Subsequently, more and more capital began to enter the field.
Helium, Hivemapper, GEODNET… one after another, phenomenal projects emerged in the Solana ecosystem. Helium deployed over 600,000 hotspot nodes within 30 months, directly competing with traditional telecom networks. Hivemapper reconstructed the mapping system using crowdsourced devices. These projects became the showcase for DePIN.
By 2025-2026, DePIN had become a standard track for institutions. Grayscale included it in their research reports, and the market size was estimated to reach tens of billions of dollars. And the earliest systematic investors were Multicoin.
In addition to DePIN, Multicoin has repeatedly emphasized a longer-term proposition over the years: Who owns the data? In the Web2 world, data belongs to platforms, users are merely products, and banks, tech giants, and credit agencies control the flow of information. Multicoin's core judgment is: if Web3 is meaningful, it must be reflected at the data layer. Individuals must regain control over identity, privacy, behavioral data, and credit information. Otherwise, the so-called "decentralization" is merely swapping servers. They have laid out a large number of privacy computing, encryption protocol, and data market projects around this direction, such as Zama, etc.
Did we fail?
Just as Kyle stepped away, another tweet was being repeatedly shared in the circle.
From Vitalik.
He used an unusually introspective tone while discussing the Ethereum L2 ecosystem: "The progress of L2 entering Stage 2 has been much slower and harder than we expected. Meanwhile, L1 itself continues to expand."
Another translation of this statement could be: "Sorry, we failed." Not a technical failure, but a narrative failure.
Multicoin was one of the best narrative designers in this system. They seriously, systematically, and rigorously constructed an entire worldview of Web3. But today, even Kyle himself has begun to say: blockchain may essentially just be an asset ledger.
What can blockchain really do? A decade has passed, and although we have not found the correct answer, fortunately, we have at least ruled out one wrong answer.

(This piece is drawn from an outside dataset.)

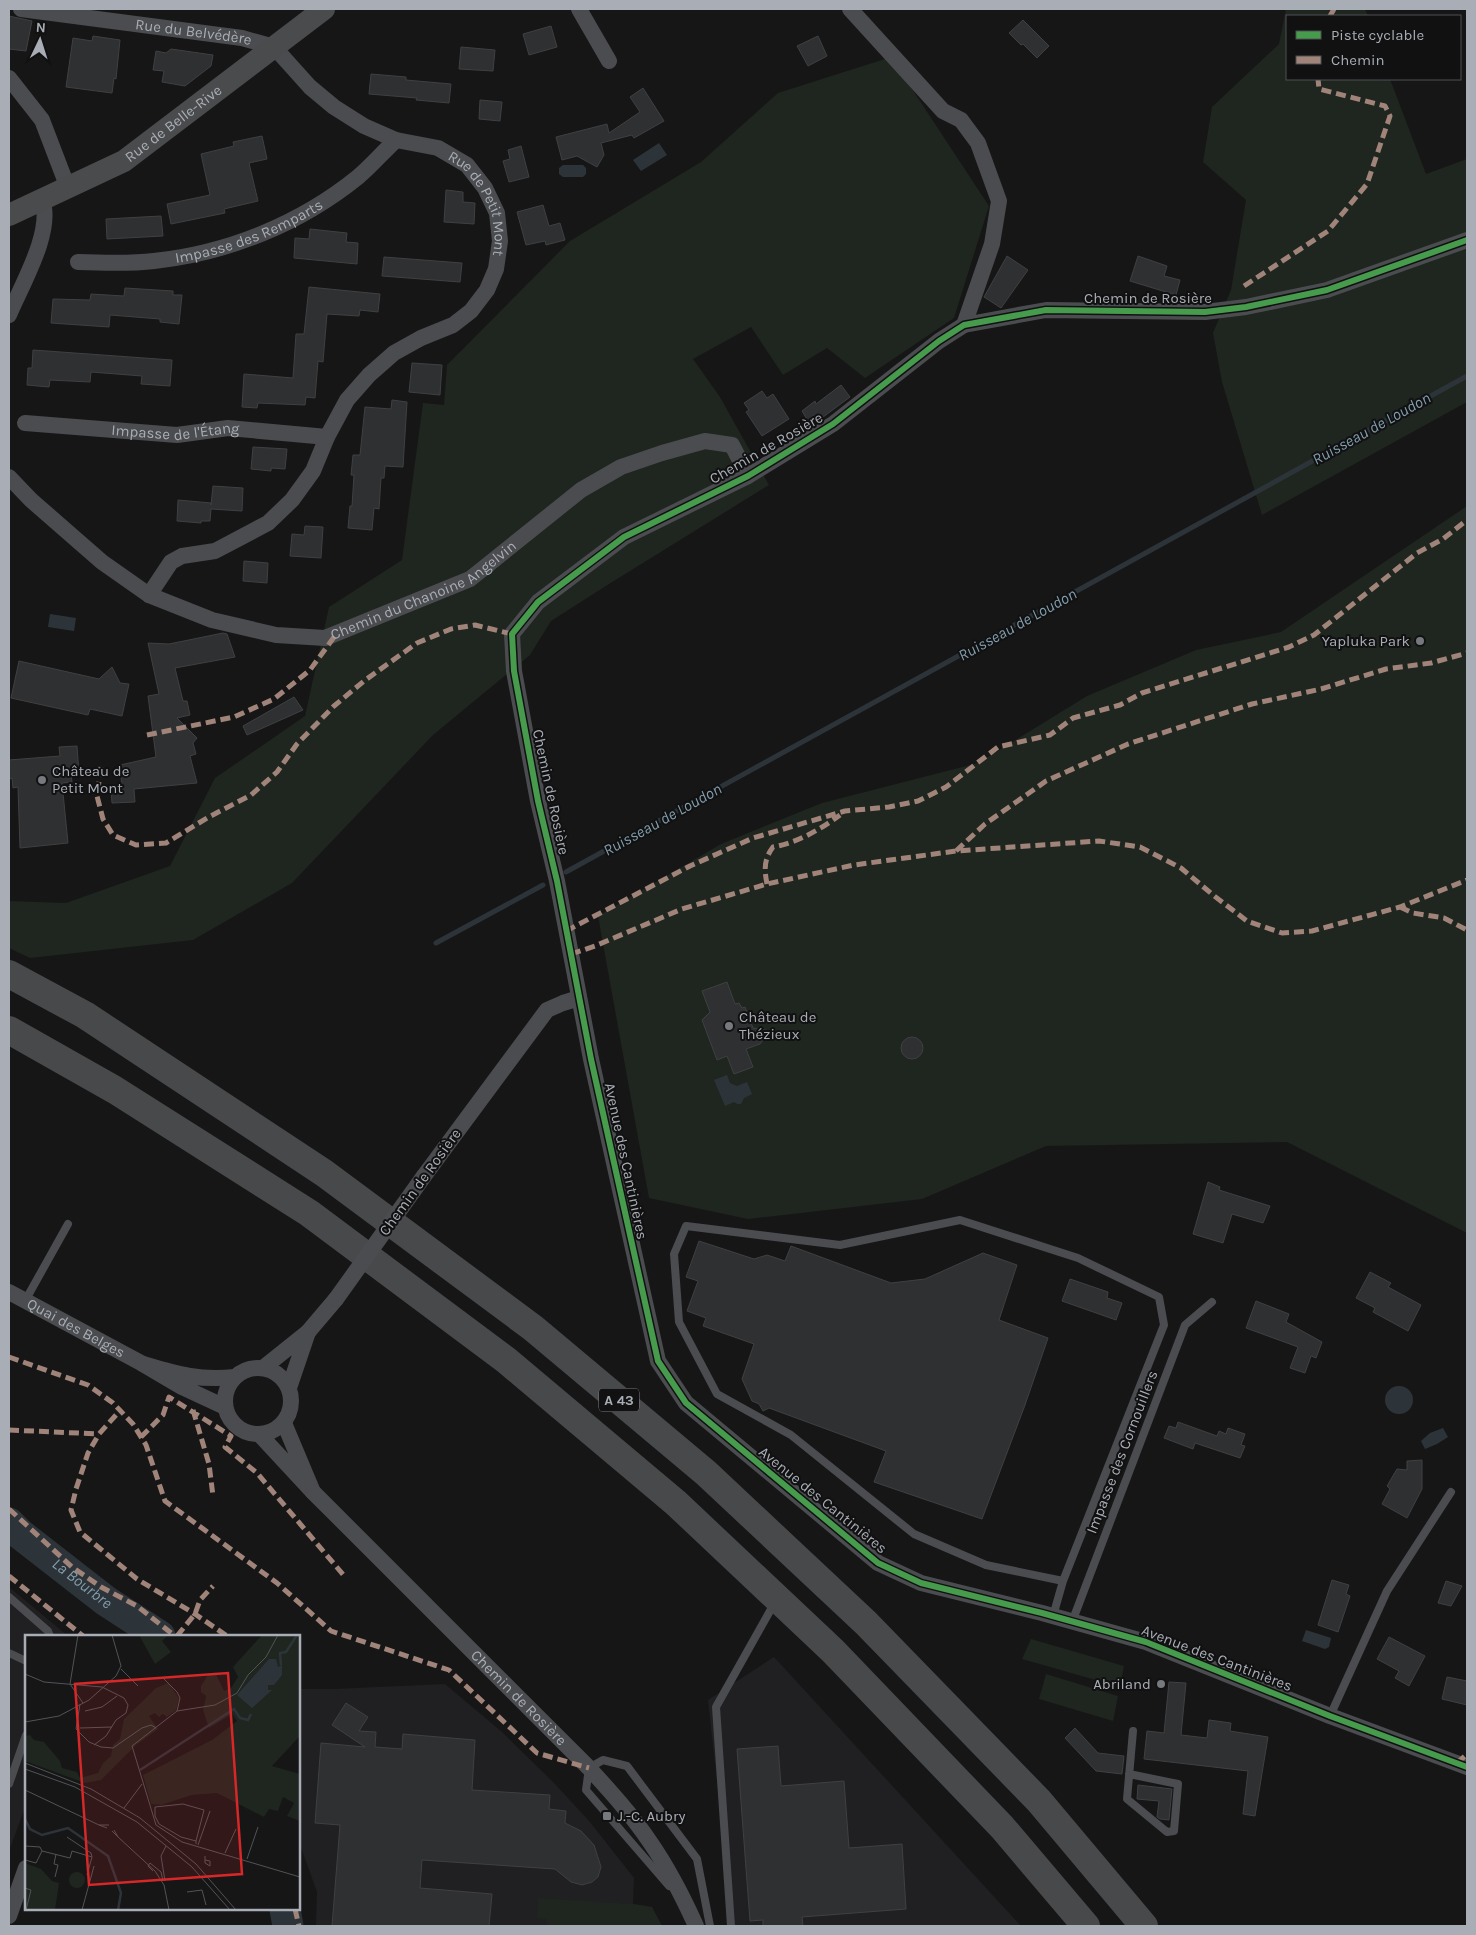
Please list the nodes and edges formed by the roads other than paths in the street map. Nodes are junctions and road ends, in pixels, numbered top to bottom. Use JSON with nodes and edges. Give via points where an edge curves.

Kyle's departure marks the end of an era, but we may also be on the verge of a new era.
Because at the same time, there are still some people, including Vitalik, who are steadfast in this industry.
Over the past decade, Bitcoin has experienced countless moments that "seemed to be the end": Mt. Gox, the 94 ban, the ICO crash, 312, FTX… each time, the market declared it dead; each time, it slowly crawled back.
Narratives may fail, cycles may end, and capital may withdraw.
But as long as there are still people willing to bet their time on technology and their reputation on the system, this industry will not truly go to zero.